The GeoSeer Blog

All pages with the tag: New

GeoSeer Licensed Products Released

Posted on 2019-11-27

We hinted at it in August and now it's here; today we're releasing a licensed version of the database that sits behind GeoSeer, creatively called: GeoSeer Licensed.

GeoSeer Licensed content allows organisations and businesses to host and integrate their own local copy of GeoSeer's industry leading database of spatial web services directly into their own applications, products, or services. We figure this can improve end-user workflows, make discovery of third-party data and services much easier, and help organisations realise some of vast economic benefits Open Data presents - estimated at €75 billion across the EU in 2020 alone. Also, you can build cool things with it.

This nicely compliments the GeoSeer API which was released back in April. Where the API allows organisations to easily build GeoSeer's search into web applications by making calls to our servers (like the GeoSeer WebGIS demo does), GeoSeer Licensed allows organisations to host the database locally, or release it in a product, meaning any sort of application can be built around it, not just search.

The Value Add

Lets be honest, there's nothing stopping you from building your own spider, finding 550+ dataportals to use as seeds, scraping half a million web-pages a month, and building your own database of geospatial web services. So why use GeoSeer Licensed?

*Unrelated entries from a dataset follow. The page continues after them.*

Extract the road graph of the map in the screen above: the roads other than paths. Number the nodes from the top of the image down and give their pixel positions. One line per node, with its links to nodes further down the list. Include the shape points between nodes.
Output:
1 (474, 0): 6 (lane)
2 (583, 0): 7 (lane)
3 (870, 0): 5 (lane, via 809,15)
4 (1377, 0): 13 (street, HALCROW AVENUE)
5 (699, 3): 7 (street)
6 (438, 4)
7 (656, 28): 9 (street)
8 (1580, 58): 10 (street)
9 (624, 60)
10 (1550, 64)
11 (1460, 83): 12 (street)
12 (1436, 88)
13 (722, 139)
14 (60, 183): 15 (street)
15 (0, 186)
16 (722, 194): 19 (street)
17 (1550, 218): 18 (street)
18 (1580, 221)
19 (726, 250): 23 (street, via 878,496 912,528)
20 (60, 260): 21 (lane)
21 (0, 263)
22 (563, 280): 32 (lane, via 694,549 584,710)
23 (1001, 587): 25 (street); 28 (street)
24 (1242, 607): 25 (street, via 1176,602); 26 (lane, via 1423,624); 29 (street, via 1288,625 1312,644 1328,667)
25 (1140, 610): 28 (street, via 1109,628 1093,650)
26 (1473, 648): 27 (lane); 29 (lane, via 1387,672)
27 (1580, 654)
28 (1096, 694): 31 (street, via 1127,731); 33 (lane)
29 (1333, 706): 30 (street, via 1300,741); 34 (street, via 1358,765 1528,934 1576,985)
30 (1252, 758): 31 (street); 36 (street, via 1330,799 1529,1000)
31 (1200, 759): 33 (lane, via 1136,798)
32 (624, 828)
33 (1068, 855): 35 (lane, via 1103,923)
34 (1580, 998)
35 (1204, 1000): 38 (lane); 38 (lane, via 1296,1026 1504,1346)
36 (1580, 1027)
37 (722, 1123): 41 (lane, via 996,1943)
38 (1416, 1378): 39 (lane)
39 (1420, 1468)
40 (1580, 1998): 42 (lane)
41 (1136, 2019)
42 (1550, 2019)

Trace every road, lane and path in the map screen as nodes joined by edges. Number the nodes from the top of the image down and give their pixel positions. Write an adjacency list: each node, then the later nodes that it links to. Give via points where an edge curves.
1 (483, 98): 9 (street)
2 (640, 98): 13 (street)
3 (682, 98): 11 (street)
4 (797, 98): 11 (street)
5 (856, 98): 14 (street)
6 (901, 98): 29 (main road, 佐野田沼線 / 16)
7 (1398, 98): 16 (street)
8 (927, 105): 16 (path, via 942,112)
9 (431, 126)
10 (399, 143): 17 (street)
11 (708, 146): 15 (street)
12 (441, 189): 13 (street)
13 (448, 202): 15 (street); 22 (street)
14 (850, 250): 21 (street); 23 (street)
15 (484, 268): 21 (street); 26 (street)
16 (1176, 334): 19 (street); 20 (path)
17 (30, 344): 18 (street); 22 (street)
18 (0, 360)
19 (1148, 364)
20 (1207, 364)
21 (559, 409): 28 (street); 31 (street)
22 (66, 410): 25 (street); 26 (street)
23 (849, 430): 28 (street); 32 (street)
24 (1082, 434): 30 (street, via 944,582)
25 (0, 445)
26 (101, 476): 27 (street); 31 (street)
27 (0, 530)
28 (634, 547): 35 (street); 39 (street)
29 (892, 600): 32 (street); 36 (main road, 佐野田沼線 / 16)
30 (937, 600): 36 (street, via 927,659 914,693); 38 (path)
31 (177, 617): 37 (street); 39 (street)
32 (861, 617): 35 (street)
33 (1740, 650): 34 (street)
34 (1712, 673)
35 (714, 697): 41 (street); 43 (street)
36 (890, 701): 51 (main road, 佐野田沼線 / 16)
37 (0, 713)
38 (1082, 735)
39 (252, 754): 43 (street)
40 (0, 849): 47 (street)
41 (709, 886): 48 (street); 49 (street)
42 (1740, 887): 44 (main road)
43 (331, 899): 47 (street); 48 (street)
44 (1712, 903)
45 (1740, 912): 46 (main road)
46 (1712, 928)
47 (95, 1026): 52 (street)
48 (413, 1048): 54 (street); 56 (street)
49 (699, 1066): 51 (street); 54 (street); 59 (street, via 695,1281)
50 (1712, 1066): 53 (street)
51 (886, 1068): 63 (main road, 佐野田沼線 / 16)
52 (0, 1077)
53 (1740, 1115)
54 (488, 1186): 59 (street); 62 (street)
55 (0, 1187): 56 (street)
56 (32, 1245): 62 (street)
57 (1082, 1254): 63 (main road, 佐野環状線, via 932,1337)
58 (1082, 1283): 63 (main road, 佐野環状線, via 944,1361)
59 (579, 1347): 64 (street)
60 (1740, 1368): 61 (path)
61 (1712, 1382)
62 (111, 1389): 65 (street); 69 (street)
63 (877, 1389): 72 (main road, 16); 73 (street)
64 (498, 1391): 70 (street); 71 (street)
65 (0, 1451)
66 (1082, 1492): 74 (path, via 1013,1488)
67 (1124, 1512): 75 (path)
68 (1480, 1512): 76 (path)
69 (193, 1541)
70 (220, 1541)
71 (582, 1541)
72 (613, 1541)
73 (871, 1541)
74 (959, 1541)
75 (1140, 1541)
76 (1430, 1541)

  • Industry Leading Database - At the time of writing we're not aware of any database of geospatial web services anywhere near as large as this (and we've looked).
  • Current - We run regular crawls to make sure everything in GeoSeer Licensed is current. We provide monthly updates so you always have the latest data.
  • Pre-Cleaned - despite these being standards, everyone likes to do things differently. We've pre-cleaned the fields and tried to standardise them to make them consistent. For example we've found no less than 55 ways to say "No license fees" across 12 languages and turned that into a simple: "No".
  • XML Free - it's 2019 and fewer people want to deal with the hassle of namespaces, esoteric data models, and the other complexities XML brings. We've extracted the data from the XML documents and put it into a database, with some JSON sprinkled in where necessary.
  • Spatial Extents - For GeoSeer Datasets we include the extents bounding boxes in WGS84 format, along with scale-appropriate textual representations of the locations, potentially down to county level (like you see in GeoSeer Search).
  • Quick start - Because we've done all the hard work, written up documentation about what each field means (so you don't have to read the standards), and packaged it in an SQLite database, it's super easy to get started with. Simply open your favourite database admin tool (it probably supports SQLite), and get querying with good old fashioned SQL.

The Products

GeoSeer Services is a database with all of the current geospatial web services that GeoSeer knows about in it, as well as information about their endpoints, hosts, and more. At the time of writing it has over 215,000 services in it from across 4,930 different hosts. This information is good for investigating who is hosting services, what sorts of services exist, INSPIRE deployment patterns/conformity, etc.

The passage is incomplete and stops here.